Plusieurs voix se sont aussi élevées avec le report d’une journée remise en décembre le premier week-end de janvier en D3 acff. Des entraîneurs et des joueurs avaient programmé des vacances à cette date-là sous prétexte que rien n’était encore envisagé quelques semaines auparavant ?

"Faux. C’était un week-end prévu pour une éventuelle remise. Ici encore, il faut savoir ce qu’on veut. Entre le 20 juin et le 15 juillet, le manager interprovincial a questionné les clubs, via la sixième province, entité représentative, sur leurs souhaits en matière de calendrier.

Si ces mêmes clubs ne veulent pas démarrer la saison à la mi-août et qu’il faut terminer les tours finaux pour la fin mai, on n’a plus tellement le choix avec les dates de remises possibles.

Si les clubs le veulent, on peut imaginer une trêve hivernale du 20 décembre au 15 janvier, mais alors, il faudra accepter de démarrer le championnat plus tôt et de jouer parfois en semaine."

Vers un directeur général à l’ACFF ?

L’Acff est confrontée ces derniers mois à des dossiers de racisme, à chaque fois autour de l’équipe quasi 100% d’origine africaine de Durbuy, en D3 acff.

"Depuis 1950, j’ai toujours entendu parler de faits de racisme. J’ai moi-même entraîné une équipe de Montegnée, projet panaméen, avec des joueurs sud-américains et anglais. Nous étions souvent les victimes de quolibets en tous genres au bord du terrain. Je peux donc comprendre le manager Ousmane Sow lorsqu’il entend certaines réflexions. Je lui conseille de mordre sur sa chique en pareille situation. Fait-il tout ce qu’il faut de son côté, dans les règles de l’art ?
Attention, je ne juge personne, encore moins si je n’ai pas tous les éléments à ma disposition, mais beaucoup de situations, liées à la violence verbale et physique, l’argent sont aussi déformées par les réflexions de certains sur les réseaux sociaux.

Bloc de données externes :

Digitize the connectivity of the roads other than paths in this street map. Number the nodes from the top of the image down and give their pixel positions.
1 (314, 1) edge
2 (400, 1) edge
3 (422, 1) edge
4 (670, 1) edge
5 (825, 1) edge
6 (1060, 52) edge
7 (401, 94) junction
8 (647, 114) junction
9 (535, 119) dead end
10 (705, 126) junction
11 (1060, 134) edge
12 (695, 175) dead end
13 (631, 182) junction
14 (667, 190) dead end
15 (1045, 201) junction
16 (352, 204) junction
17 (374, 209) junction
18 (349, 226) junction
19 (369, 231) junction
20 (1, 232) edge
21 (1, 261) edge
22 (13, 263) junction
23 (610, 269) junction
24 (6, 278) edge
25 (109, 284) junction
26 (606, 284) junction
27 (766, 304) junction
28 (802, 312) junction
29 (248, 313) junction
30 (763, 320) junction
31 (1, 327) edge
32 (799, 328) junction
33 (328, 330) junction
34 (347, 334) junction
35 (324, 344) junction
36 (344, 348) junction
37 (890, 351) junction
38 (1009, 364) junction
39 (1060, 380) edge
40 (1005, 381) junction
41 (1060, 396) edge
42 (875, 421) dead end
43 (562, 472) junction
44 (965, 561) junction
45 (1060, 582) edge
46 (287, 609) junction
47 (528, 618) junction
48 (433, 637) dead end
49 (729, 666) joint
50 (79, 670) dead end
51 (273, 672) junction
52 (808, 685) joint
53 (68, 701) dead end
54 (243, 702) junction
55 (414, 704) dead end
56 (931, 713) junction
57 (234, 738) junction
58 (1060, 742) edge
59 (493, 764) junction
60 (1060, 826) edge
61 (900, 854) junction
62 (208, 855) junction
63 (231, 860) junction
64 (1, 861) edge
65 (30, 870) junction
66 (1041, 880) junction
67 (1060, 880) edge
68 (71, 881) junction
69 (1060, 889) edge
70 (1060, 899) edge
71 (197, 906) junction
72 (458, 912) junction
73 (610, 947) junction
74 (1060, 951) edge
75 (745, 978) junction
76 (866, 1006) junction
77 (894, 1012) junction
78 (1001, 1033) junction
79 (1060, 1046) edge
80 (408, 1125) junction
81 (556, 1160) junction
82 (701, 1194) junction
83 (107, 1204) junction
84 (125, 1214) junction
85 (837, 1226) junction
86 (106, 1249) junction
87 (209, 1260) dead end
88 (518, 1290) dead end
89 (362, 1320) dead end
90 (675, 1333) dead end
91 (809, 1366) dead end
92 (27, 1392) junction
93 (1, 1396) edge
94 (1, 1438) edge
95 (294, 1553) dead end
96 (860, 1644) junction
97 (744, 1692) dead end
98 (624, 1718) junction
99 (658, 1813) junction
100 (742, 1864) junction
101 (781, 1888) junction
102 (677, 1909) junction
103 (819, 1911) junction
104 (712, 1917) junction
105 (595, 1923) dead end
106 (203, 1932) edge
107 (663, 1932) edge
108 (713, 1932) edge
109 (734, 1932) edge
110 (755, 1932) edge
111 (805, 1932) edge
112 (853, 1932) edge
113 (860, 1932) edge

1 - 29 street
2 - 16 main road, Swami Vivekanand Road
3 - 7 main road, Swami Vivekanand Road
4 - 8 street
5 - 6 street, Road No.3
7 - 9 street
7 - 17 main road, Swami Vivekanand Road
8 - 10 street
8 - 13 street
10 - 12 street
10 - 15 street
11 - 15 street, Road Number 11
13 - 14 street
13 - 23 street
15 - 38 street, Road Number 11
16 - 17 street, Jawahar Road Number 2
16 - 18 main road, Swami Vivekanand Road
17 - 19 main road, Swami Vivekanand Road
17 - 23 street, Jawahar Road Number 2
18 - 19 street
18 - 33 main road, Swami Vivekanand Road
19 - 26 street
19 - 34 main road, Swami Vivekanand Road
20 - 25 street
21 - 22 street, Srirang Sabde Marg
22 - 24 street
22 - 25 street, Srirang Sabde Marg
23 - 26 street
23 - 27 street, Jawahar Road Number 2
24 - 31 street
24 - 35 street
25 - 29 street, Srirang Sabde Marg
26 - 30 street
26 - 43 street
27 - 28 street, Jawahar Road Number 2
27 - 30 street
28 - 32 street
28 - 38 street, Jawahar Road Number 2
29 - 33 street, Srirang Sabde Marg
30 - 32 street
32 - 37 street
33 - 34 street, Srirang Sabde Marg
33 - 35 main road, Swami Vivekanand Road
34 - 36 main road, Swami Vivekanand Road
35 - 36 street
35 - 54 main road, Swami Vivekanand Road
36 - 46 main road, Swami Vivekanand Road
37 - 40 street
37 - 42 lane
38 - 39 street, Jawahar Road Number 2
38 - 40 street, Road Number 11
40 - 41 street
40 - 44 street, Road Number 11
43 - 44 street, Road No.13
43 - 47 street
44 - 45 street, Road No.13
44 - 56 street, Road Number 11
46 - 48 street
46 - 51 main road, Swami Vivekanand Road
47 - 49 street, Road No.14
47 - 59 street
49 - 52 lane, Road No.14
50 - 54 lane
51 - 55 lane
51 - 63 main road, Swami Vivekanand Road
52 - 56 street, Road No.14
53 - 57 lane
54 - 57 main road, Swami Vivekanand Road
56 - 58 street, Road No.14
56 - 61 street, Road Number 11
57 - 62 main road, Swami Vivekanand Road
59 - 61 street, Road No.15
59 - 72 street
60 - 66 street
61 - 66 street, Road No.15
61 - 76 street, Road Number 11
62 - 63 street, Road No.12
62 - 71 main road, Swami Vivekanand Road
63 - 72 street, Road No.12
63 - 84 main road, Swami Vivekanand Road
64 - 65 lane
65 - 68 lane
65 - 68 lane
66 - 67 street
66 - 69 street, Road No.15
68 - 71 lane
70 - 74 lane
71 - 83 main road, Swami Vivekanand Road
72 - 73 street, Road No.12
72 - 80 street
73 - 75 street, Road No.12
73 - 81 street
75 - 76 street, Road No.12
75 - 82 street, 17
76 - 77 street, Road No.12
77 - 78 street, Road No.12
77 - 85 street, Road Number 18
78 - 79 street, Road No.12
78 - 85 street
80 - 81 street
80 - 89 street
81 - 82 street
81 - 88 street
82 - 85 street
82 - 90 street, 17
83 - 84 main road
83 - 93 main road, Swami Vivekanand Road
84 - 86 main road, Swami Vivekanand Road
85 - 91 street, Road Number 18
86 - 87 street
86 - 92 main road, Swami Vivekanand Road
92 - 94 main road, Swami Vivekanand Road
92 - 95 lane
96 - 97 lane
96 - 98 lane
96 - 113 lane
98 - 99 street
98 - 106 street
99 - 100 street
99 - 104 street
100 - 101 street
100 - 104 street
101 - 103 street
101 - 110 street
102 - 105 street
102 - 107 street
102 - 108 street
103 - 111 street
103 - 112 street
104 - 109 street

Or, selon mes calculs, ces personnes, souvent les mêmes, friandes du buzz ne représentent que 7 à 15% des clubs.

Pour en revenir aux faits de racisme, je reconnais que la Chambre de discrimination de l’Union belge s’occupant de ce genre de dossiers prend beaucoup trop de temps avant de statuer."

Le président David Delferiere annonce son départ en juin 2023, tandis que vous êtes personnellement à une saison et demie de la retraite. Vers quoi, vers qui se dirige-t-on à la tête de l’institution ? Aura-t-on, à l’ACFF un président brabançon, après un Liégeois, un Namurois et un Hennuyer ?

"Le prochain président sera issu du C.A. de l’Acff. Il n’est pas encore certain que David Delferiere se retirera de la course à sa succession. Pour le reste, je ne fais pas de calcul.

En ce qui me concerne, je ne suis et ne serai jamais un aventurier. Si mon employeur est content de la façon dont j’ai rempli la mission donnée, l’objectif est toujours atteint. J’aurai eu un beau petit parcours dans le monde du foot. Aujourd’hui, une entité avec un président et un secrétaire général devient d’un autre temps. Nous réfléchissons davantage à nous tourner vers l’idée d’un CEO, un vrai directeur général."